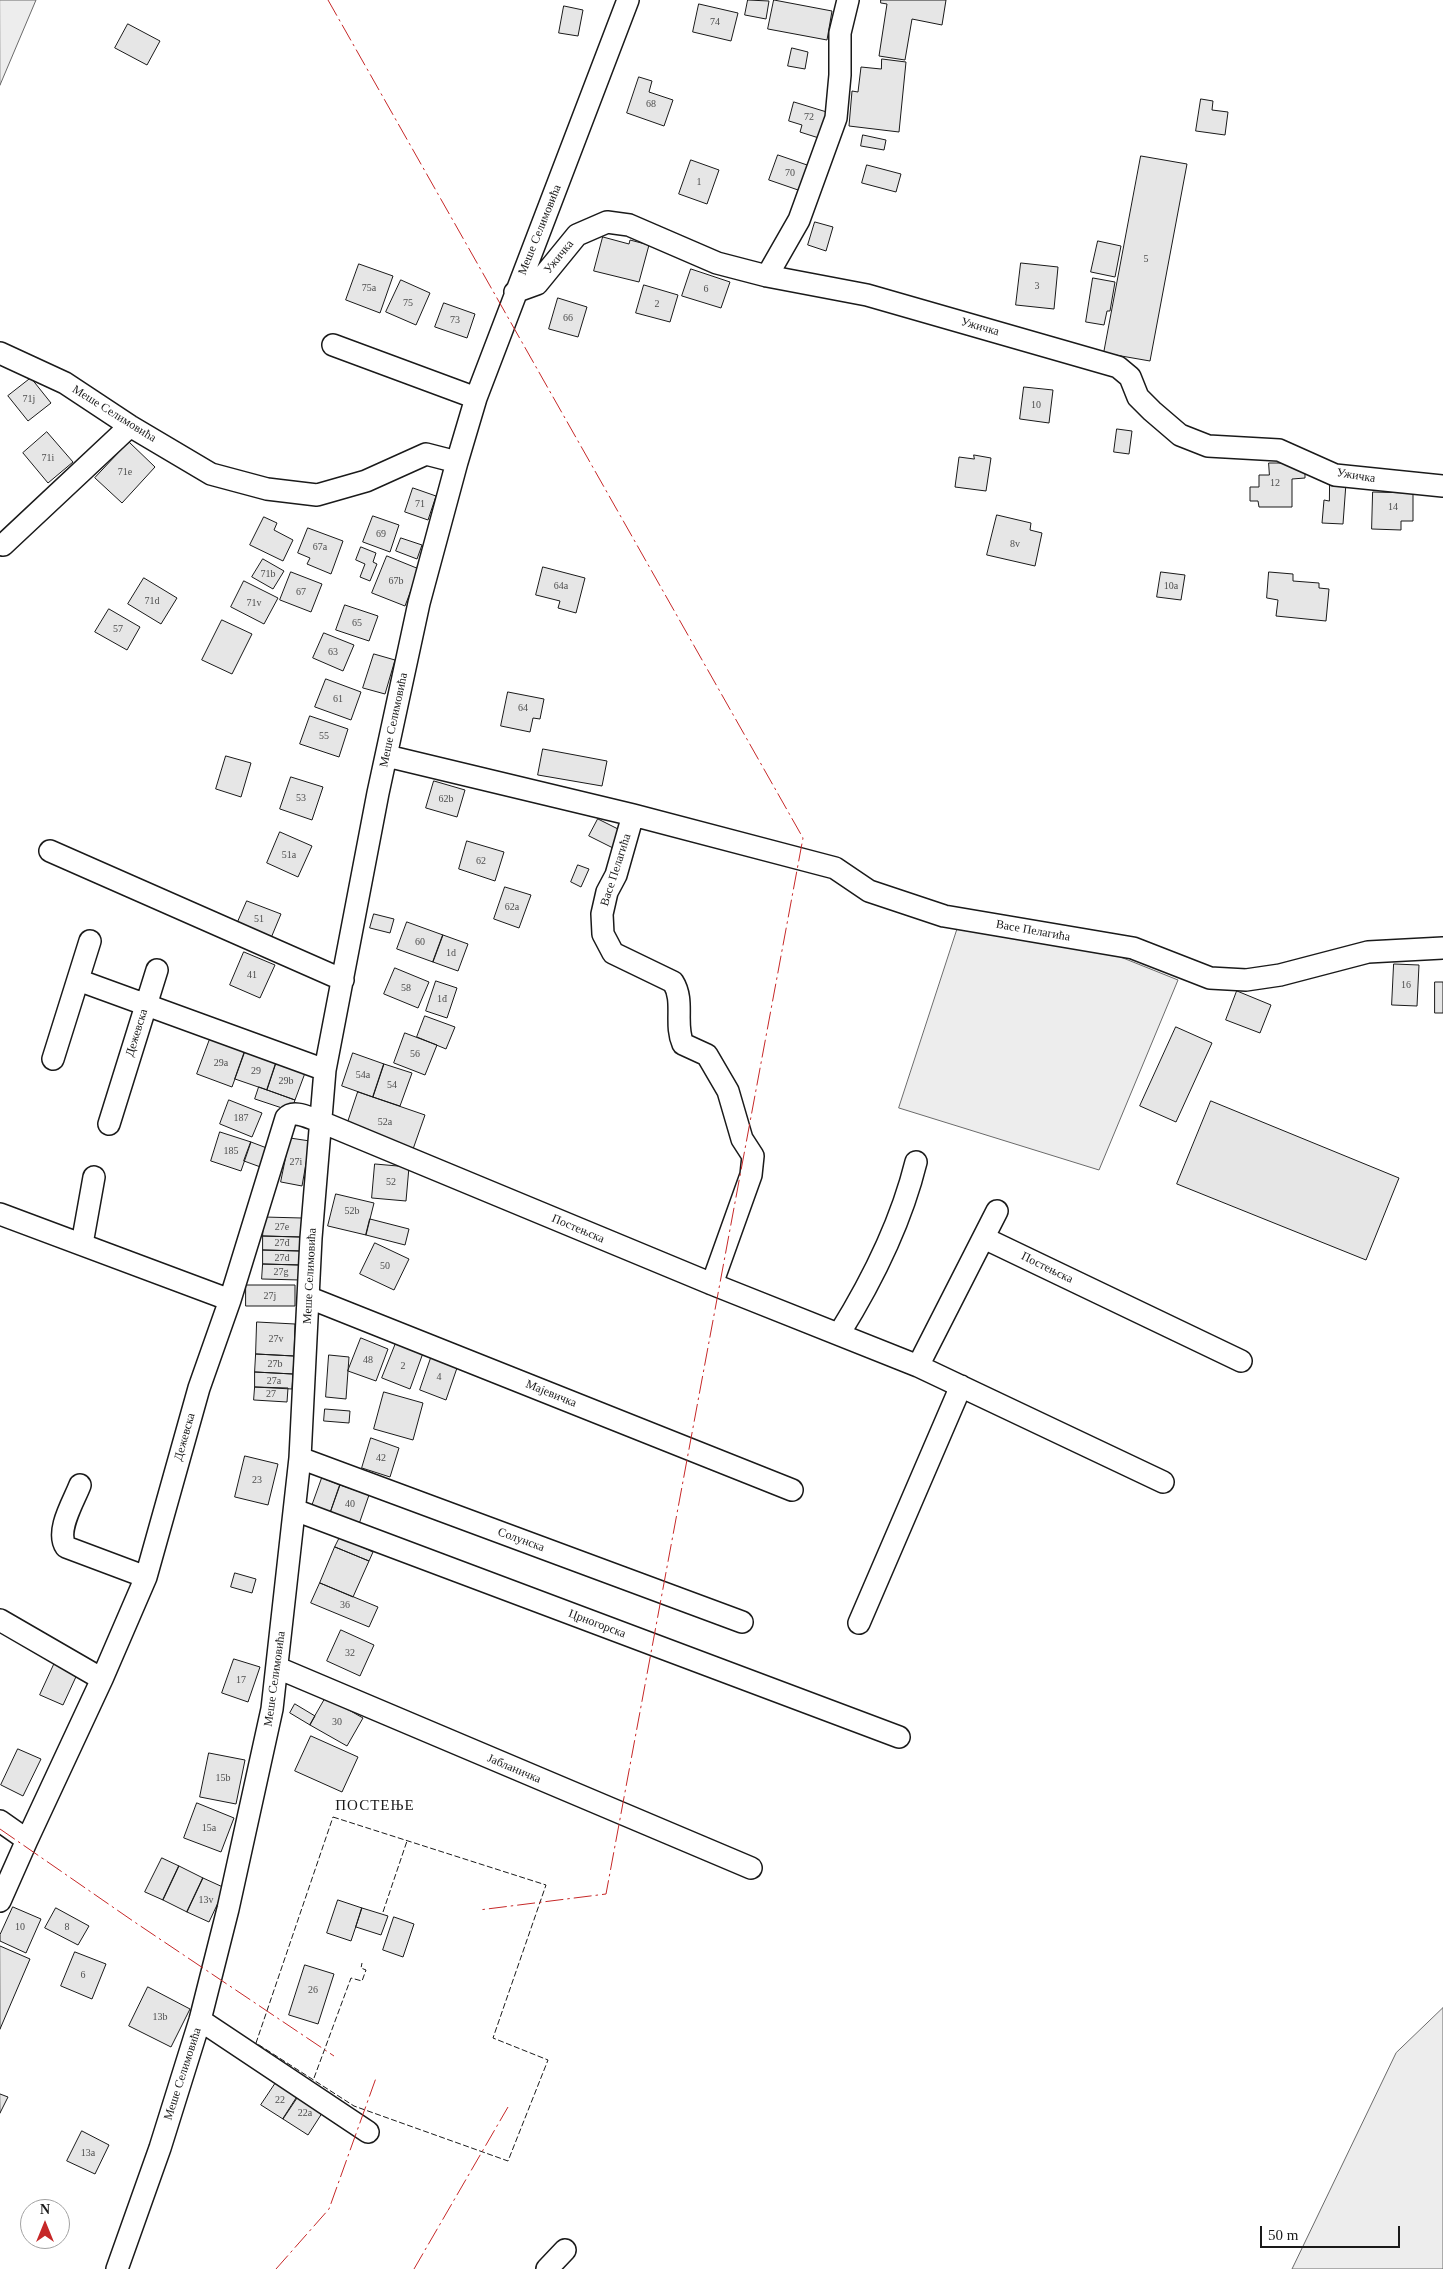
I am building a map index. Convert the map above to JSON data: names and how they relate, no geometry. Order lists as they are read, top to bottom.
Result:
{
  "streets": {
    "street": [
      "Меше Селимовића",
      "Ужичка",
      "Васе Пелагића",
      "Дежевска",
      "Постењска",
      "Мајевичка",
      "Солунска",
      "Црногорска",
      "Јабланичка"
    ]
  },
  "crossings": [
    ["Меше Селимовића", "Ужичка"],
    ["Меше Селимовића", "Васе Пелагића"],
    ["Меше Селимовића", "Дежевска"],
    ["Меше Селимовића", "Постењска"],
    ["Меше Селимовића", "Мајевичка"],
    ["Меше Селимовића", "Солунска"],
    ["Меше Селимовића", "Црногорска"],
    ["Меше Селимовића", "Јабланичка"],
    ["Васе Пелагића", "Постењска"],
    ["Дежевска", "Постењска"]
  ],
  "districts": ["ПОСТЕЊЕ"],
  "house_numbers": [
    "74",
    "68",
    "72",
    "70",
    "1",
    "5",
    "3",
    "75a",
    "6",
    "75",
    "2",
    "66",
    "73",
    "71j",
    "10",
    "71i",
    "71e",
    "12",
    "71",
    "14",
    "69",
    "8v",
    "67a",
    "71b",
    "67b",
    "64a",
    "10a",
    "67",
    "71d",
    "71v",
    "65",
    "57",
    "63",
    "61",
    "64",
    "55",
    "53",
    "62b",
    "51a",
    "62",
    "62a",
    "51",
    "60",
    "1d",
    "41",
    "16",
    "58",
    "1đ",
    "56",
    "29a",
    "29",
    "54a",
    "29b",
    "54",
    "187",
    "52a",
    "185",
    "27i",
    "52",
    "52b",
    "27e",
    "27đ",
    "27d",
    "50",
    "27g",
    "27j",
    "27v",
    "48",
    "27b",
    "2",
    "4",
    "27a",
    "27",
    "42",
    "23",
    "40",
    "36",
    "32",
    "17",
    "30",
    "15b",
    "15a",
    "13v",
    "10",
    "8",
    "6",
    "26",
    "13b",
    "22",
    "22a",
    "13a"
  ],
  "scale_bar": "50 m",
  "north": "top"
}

• • • • •

TASK TO CARRY OUT:
Only the pictures are to be left out; restate everything else in the listing word for word.

THE ANSWER:
I am building a map index. Convert the map above to JSON data: names and how they relate, no geometry. Order lists as they are read, top to bottom.
Result:
{
  "streets": {
    "street": [
      "Меше Селимовића",
      "Ужичка",
      "Васе Пелагића",
      "Дежевска",
      "Постењска",
      "Мајевичка",
      "Солунска",
      "Црногорска",
      "Јабланичка"
    ]
  },
  "crossings": [
    ["Меше Селимовића", "Ужичка"],
    ["Меше Селимовића", "Васе Пелагића"],
    ["Меше Селимовића", "Дежевска"],
    ["Меше Селимовића", "Постењска"],
    ["Меше Селимовића", "Мајевичка"],
    ["Меше Селимовића", "Солунска"],
    ["Меше Селимовића", "Црногорска"],
    ["Меше Селимовића", "Јабланичка"],
    ["Васе Пелагића", "Постењска"],
    ["Дежевска", "Постењска"]
  ],
  "districts": ["ПОСТЕЊЕ"],
  "house_numbers": [
    "74",
    "68",
    "72",
    "70",
    "1",
    "5",
    "3",
    "75a",
    "6",
    "75",
    "2",
    "66",
    "73",
    "71j",
    "10",
    "71i",
    "71e",
    "12",
    "71",
    "14",
    "69",
    "8v",
    "67a",
    "71b",
    "67b",
    "64a",
    "10a",
    "67",
    "71d",
    "71v",
    "65",
    "57",
    "63",
    "61",
    "64",
    "55",
    "53",
    "62b",
    "51a",
    "62",
    "62a",
    "51",
    "60",
    "1d",
    "41",
    "16",
    "58",
    "1đ",
    "56",
    "29a",
    "29",
    "54a",
    "29b",
    "54",
    "187",
    "52a",
    "185",
    "27i",
    "52",
    "52b",
    "27e",
    "27đ",
    "27d",
    "50",
    "27g",
    "27j",
    "27v",
    "48",
    "27b",
    "2",
    "4",
    "27a",
    "27",
    "42",
    "23",
    "40",
    "36",
    "32",
    "17",
    "30",
    "15b",
    "15a",
    "13v",
    "10",
    "8",
    "6",
    "26",
    "13b",
    "22",
    "22a",
    "13a"
  ],
  "scale_bar": "50 m",
  "north": "top"
}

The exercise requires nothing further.